Only a number is expected: how many lines in the data below contain the word "dead".

-- Material for this exercise follows --

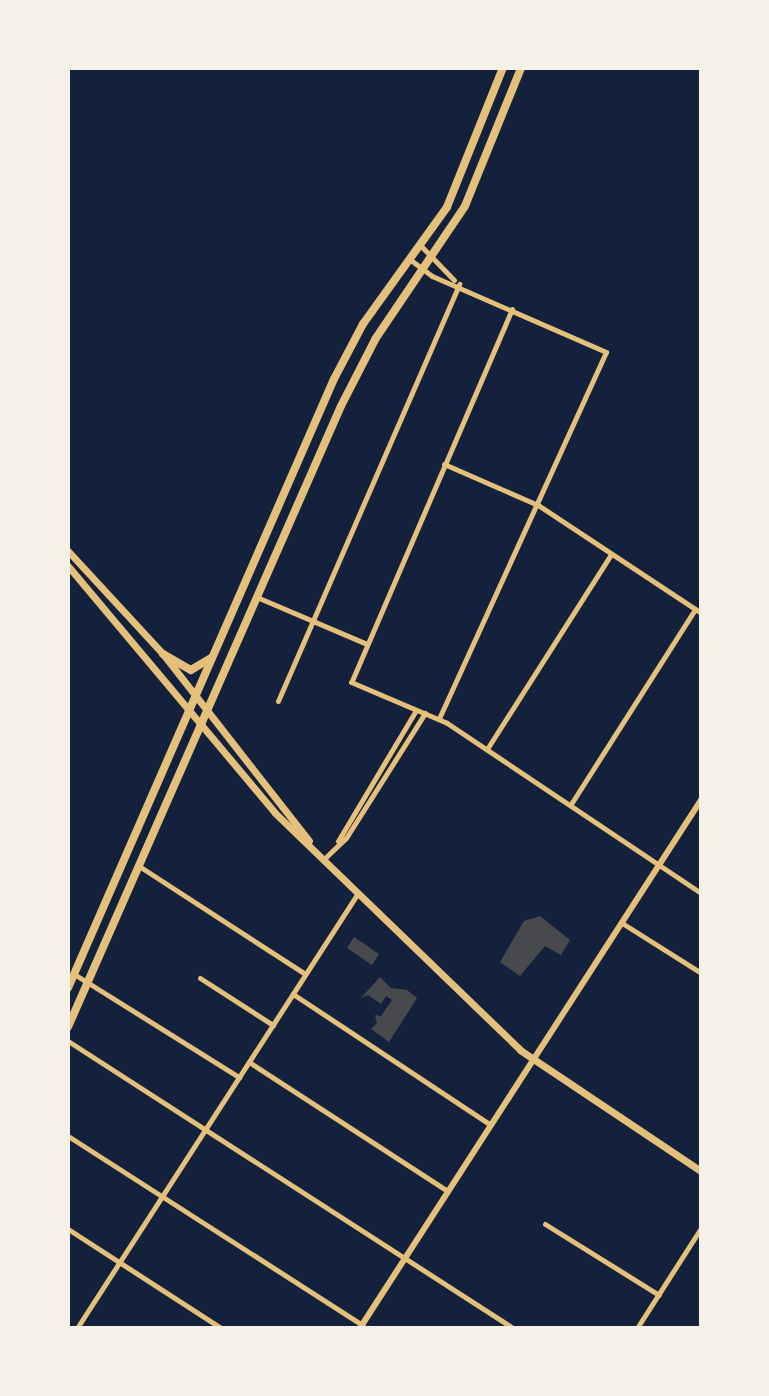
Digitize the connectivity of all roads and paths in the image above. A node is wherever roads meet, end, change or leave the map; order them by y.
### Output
1 (503, 68) edge
2 (521, 68) edge
3 (422, 247) junction
4 (434, 256) junction
5 (412, 261) junction
6 (423, 270) junction
7 (458, 284) junction
8 (512, 309) junction
9 (444, 464) junction
10 (284, 494) junction
11 (300, 500) junction
12 (538, 505) junction
13 (68, 551) edge
14 (611, 554) junction
15 (68, 566) edge
16 (259, 598) junction
17 (698, 611) edge
18 (312, 620) junction
19 (367, 644) junction
20 (163, 654) junction
21 (214, 655) junction
22 (196, 695) junction
23 (278, 701) dead end
24 (190, 710) junction
25 (416, 710) junction
26 (209, 711) junction
27 (425, 713) junction
28 (439, 719) junction
29 (203, 725) junction
30 (394, 744) junction
31 (402, 749) junction
32 (487, 749) junction
33 (364, 792) junction
34 (372, 796) junction
35 (701, 800) edge
36 (571, 804) junction
37 (338, 842) junction
38 (312, 845) junction
39 (325, 858) junction
40 (660, 863) junction
41 (142, 868) junction
42 (358, 892) junction
43 (701, 893) edge
44 (622, 923) junction
45 (701, 973) edge
46 (74, 974) junction
47 (305, 975) junction
48 (200, 978) dead end
49 (90, 981) junction
50 (68, 988) edge
51 (293, 994) junction
52 (273, 1025) junction
53 (68, 1027) edge
54 (68, 1041) edge
55 (533, 1060) junction
56 (249, 1062) junction
57 (239, 1077) junction
58 (491, 1125) junction
59 (206, 1129) junction
60 (68, 1136) edge
61 (701, 1171) edge
62 (448, 1191) junction
63 (162, 1197) junction
64 (545, 1224) dead end
65 (701, 1228) edge
66 (68, 1229) edge
67 (406, 1257) junction
68 (120, 1263) junction
69 (659, 1295) junction
70 (361, 1327) edge
71 (77, 1328) edge
72 (221, 1328) edge
73 (513, 1328) edge
74 (637, 1328) edge

1 - 3 main road
2 - 4 main road
3 - 4 street
3 - 5 main road
4 - 6 main road
4 - 7 street
5 - 6 street
5 - 10 main road
6 - 7 street
6 - 11 main road
7 - 8 street
7 - 18 street
8 - 9 street
8 - 12 street
9 - 12 street
9 - 19 street
10 - 11 main road
10 - 21 main road
11 - 16 main road
12 - 14 street
12 - 28 street
13 - 20 main road
14 - 17 street
14 - 32 street
15 - 24 main road
16 - 18 street
16 - 26 main road
17 - 36 street
18 - 19 street
18 - 23 street
19 - 25 street
20 - 21 main road
20 - 22 main road
21 - 22 main road
22 - 24 main road
22 - 26 main road
24 - 29 main road
24 - 46 main road
25 - 27 street
25 - 30 street
26 - 29 main road
26 - 38 main road
27 - 28 street
27 - 31 street
28 - 32 street
29 - 38 main road
29 - 41 main road
30 - 31 street
30 - 33 street
31 - 34 street
32 - 36 street
33 - 34 street
33 - 37 street
34 - 37 street
35 - 40 street
36 - 40 street
37 - 39 street
38 - 39 main road
39 - 42 main road
40 - 43 street
40 - 44 street
41 - 47 street
41 - 49 main road
42 - 47 street
42 - 55 main road
44 - 45 street
44 - 55 street
46 - 49 street
46 - 50 main road
47 - 51 street
48 - 52 street
49 - 53 main road
49 - 57 street
51 - 52 street
51 - 58 street
52 - 56 street
54 - 59 street
55 - 58 street
55 - 61 main road
56 - 57 street
56 - 62 street
57 - 59 street
58 - 62 street
59 - 63 street
59 - 67 street
60 - 63 street
62 - 67 street
63 - 68 street
63 - 70 street
64 - 69 street
65 - 69 street
66 - 68 street
67 - 70 street
67 - 73 street
68 - 71 street
68 - 72 street
69 - 74 street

-- Material for this exercise concluded --

Output below -
3